§ **Supplied data**
- - - - - - -
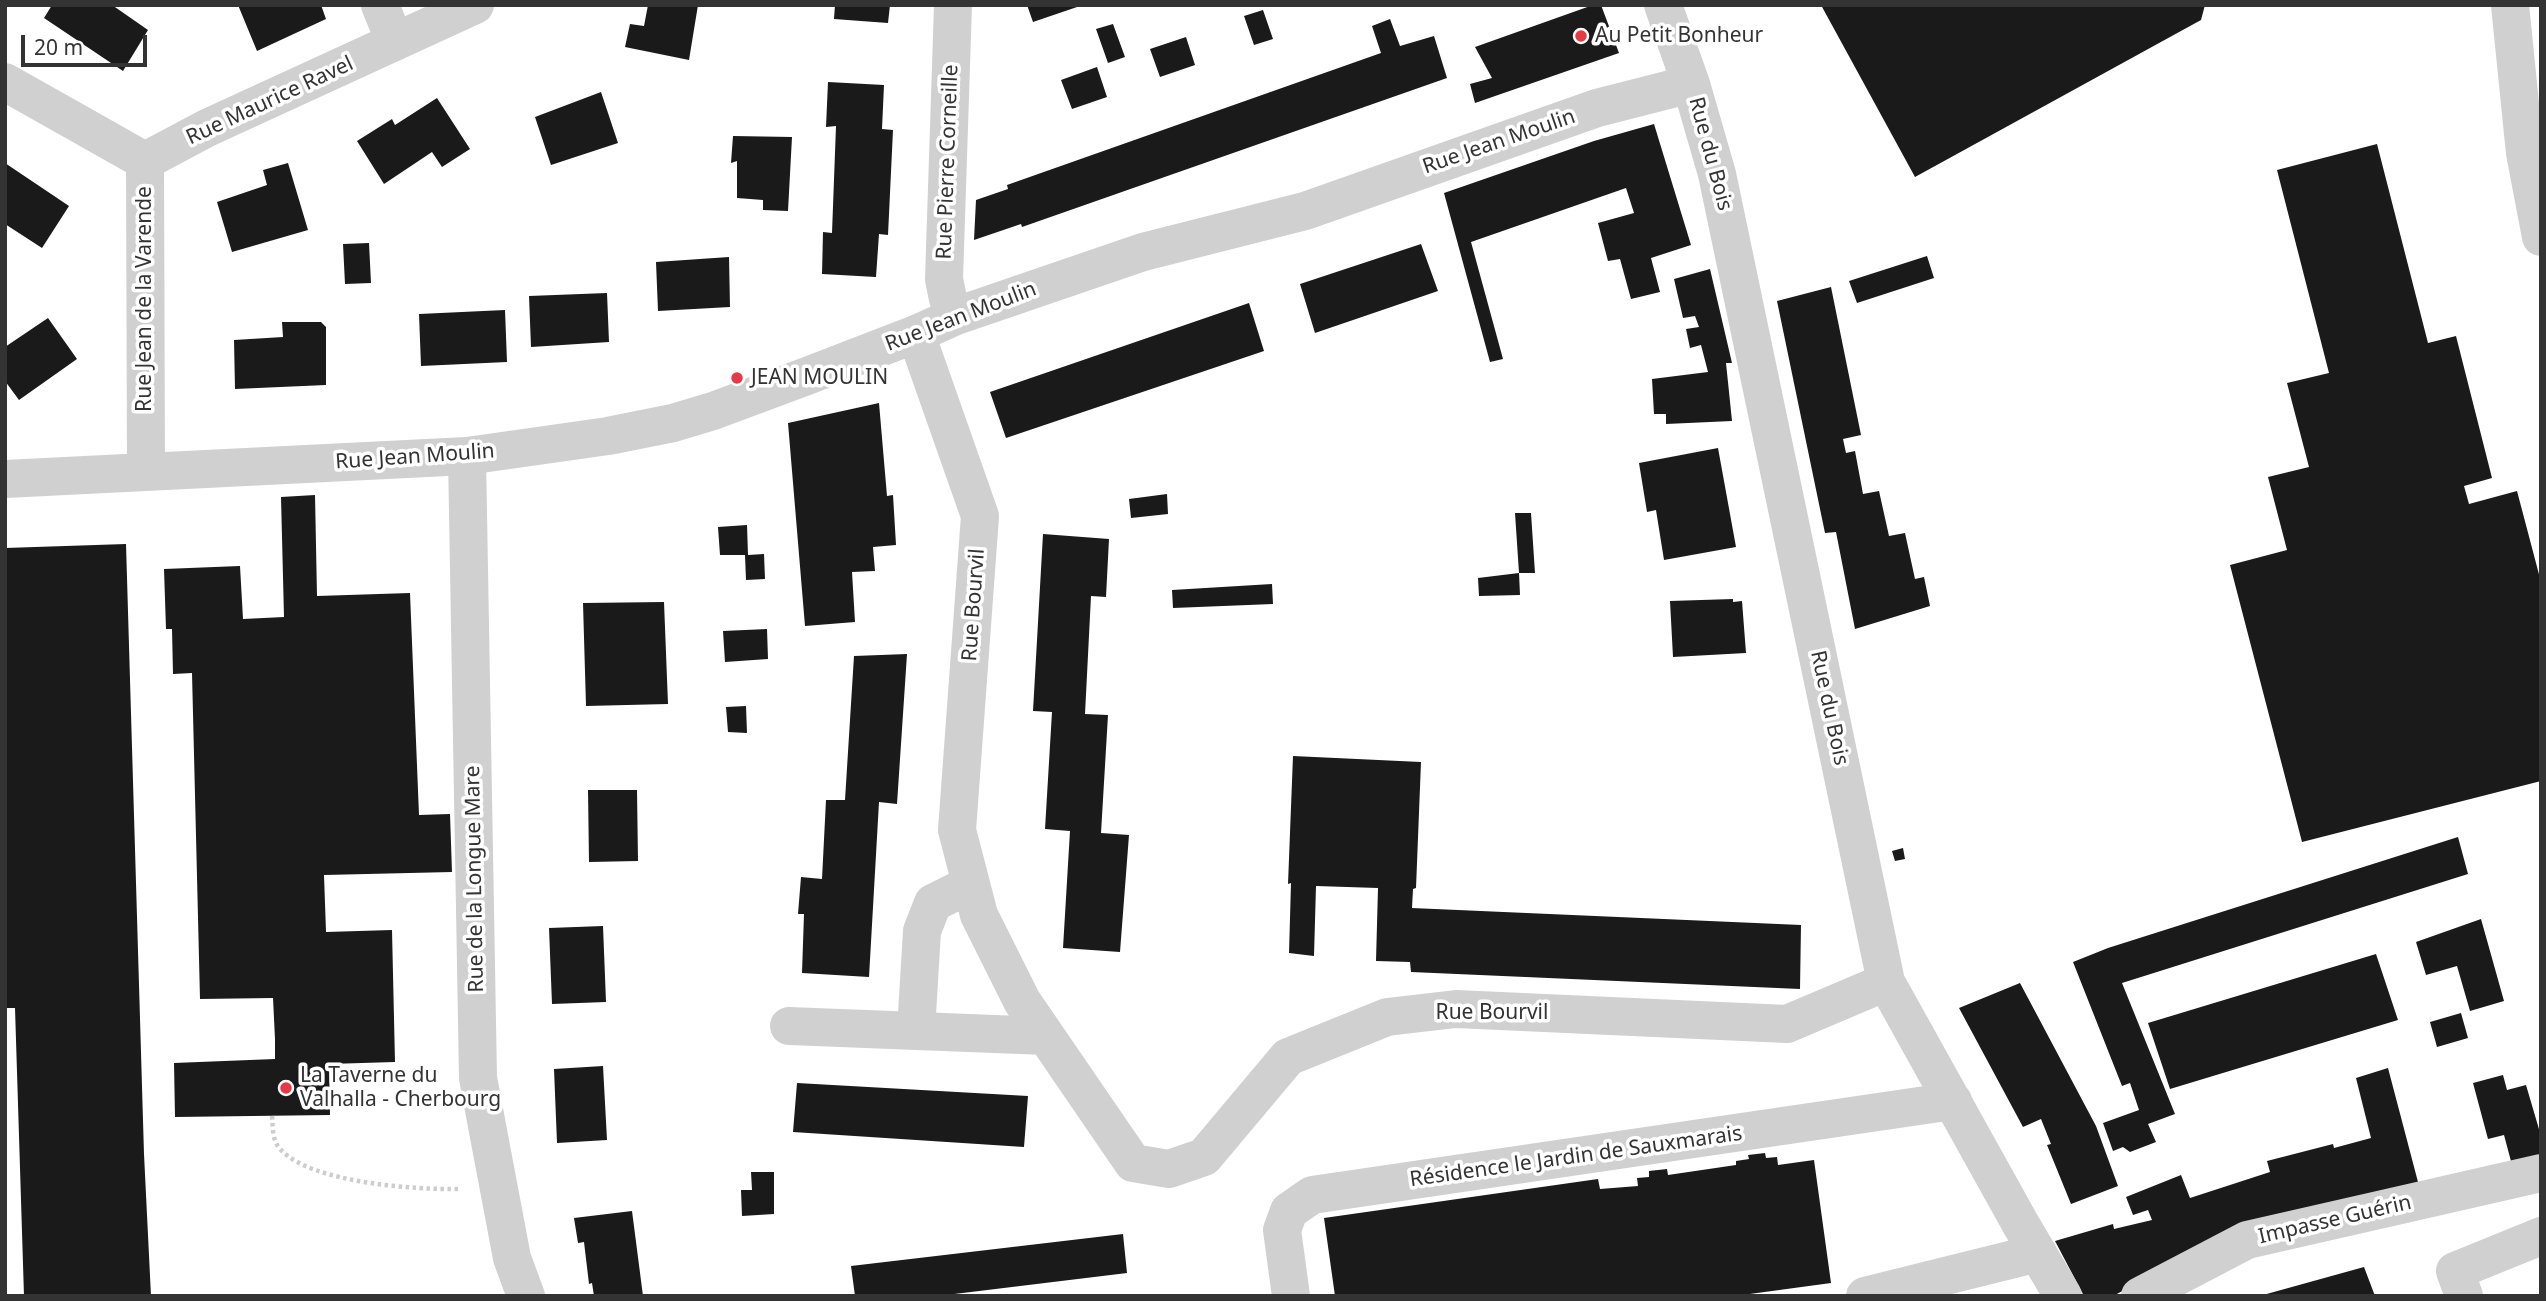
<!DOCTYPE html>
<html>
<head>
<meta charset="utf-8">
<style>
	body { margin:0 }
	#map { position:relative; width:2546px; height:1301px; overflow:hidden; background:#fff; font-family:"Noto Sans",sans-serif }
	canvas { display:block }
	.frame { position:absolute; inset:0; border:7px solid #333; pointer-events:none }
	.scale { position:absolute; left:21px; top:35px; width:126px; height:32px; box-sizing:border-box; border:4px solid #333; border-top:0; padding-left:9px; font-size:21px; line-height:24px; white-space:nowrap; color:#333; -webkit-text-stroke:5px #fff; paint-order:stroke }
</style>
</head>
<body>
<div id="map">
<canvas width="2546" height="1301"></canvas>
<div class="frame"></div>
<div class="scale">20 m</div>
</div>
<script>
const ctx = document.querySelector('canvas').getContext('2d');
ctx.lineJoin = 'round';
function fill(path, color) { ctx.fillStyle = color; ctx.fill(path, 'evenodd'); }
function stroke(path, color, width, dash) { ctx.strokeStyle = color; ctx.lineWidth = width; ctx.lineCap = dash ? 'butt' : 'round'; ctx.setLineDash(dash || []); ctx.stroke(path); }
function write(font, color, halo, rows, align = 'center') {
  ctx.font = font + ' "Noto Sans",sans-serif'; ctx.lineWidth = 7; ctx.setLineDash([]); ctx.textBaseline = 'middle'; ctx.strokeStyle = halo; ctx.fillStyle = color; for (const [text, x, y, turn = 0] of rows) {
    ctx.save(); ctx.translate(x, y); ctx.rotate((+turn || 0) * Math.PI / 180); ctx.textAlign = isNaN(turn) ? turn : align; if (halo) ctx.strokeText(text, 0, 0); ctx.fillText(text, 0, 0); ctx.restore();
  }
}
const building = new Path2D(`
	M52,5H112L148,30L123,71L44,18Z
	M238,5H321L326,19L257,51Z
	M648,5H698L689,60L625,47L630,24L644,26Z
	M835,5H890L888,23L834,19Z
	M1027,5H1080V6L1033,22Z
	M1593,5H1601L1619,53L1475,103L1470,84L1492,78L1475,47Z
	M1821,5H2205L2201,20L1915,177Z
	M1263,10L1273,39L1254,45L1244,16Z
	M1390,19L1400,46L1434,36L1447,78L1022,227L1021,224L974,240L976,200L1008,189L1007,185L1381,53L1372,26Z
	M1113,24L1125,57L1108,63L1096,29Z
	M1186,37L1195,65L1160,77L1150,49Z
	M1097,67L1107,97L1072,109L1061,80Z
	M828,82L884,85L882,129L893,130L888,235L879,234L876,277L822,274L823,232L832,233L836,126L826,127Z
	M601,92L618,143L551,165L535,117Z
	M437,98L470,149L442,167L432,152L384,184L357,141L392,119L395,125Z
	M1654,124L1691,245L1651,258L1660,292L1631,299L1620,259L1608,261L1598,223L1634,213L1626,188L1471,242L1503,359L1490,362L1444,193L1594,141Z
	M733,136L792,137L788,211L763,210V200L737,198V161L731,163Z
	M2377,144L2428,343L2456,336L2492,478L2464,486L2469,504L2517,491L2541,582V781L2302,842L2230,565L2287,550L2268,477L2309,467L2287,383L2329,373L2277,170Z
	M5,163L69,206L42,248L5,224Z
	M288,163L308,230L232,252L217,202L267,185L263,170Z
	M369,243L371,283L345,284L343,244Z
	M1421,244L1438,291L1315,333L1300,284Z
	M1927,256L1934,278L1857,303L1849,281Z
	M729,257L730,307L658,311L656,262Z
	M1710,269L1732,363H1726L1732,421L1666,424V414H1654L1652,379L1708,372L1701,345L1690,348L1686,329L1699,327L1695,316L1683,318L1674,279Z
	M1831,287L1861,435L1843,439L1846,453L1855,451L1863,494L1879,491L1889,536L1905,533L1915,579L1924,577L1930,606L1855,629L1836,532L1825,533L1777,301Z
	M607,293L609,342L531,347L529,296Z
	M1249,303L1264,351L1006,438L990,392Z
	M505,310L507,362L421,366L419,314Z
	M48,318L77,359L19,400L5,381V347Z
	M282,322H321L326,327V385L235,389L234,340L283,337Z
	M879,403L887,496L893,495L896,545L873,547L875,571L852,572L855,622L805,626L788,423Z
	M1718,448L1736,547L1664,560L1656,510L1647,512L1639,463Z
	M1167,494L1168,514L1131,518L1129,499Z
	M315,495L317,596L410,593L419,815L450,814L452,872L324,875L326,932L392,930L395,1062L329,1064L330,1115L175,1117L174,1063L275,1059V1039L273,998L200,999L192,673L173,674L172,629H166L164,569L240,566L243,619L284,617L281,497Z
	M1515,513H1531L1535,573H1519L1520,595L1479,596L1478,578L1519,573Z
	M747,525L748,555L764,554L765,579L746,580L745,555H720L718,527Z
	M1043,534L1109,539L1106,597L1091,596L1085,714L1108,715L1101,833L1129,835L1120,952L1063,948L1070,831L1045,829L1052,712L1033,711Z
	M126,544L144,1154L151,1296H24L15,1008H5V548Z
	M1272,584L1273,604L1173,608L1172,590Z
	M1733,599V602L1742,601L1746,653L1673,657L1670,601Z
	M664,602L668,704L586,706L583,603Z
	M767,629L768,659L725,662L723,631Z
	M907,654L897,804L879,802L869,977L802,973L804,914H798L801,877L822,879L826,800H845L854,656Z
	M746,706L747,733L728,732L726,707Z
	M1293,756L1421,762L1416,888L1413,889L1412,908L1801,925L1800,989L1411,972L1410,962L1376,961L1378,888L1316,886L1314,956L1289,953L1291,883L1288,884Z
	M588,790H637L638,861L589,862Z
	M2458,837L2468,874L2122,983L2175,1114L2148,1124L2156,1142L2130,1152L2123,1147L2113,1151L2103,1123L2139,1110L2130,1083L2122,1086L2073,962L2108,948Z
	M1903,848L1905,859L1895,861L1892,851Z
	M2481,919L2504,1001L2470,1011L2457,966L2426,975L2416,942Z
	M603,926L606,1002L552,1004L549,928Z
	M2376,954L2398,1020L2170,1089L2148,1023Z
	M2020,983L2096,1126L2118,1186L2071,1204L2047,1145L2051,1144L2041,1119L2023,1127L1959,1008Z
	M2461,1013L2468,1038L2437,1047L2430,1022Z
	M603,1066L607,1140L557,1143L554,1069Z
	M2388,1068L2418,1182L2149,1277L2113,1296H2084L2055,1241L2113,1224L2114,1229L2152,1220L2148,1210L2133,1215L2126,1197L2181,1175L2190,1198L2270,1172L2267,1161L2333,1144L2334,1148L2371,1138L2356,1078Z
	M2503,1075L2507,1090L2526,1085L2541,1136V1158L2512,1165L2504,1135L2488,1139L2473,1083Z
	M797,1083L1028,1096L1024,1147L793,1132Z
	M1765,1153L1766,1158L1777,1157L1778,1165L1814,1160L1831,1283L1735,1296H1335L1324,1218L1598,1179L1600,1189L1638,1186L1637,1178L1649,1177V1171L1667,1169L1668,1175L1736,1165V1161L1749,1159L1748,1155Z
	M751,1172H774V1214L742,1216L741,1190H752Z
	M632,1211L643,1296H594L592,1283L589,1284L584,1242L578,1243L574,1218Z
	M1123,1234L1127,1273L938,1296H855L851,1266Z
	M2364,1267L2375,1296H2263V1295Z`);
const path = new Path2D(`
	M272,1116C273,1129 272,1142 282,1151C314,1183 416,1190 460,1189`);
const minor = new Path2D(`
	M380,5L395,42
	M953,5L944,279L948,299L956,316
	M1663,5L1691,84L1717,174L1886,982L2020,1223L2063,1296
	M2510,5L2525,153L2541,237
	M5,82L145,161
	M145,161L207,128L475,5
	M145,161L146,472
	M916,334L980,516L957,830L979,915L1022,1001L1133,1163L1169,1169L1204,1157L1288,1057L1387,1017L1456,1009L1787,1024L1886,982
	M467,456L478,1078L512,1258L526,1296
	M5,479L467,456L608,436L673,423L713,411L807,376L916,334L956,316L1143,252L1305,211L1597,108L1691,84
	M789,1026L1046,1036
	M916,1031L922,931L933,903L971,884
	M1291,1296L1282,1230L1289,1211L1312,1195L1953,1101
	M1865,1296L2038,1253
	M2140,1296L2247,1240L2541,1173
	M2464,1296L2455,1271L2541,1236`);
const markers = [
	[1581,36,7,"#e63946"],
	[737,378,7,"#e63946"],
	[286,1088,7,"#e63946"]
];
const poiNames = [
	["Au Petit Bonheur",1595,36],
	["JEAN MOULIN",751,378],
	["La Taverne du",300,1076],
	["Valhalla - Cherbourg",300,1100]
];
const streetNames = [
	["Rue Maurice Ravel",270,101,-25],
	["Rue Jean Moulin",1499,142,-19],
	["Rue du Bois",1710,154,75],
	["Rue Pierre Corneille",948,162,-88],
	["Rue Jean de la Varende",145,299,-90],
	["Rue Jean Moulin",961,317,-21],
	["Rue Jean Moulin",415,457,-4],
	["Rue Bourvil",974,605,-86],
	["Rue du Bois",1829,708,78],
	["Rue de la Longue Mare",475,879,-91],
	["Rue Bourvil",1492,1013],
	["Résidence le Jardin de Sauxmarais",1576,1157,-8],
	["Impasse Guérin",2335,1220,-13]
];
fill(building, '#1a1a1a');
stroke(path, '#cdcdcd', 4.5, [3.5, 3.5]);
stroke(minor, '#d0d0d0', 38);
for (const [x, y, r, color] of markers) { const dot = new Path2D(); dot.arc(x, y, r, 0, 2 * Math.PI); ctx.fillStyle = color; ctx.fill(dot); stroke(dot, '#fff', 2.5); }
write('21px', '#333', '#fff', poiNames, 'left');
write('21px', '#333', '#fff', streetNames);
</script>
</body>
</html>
- - - - - - -
In the data, how many lines hold the word "strokeStyle"? State that number alone.

2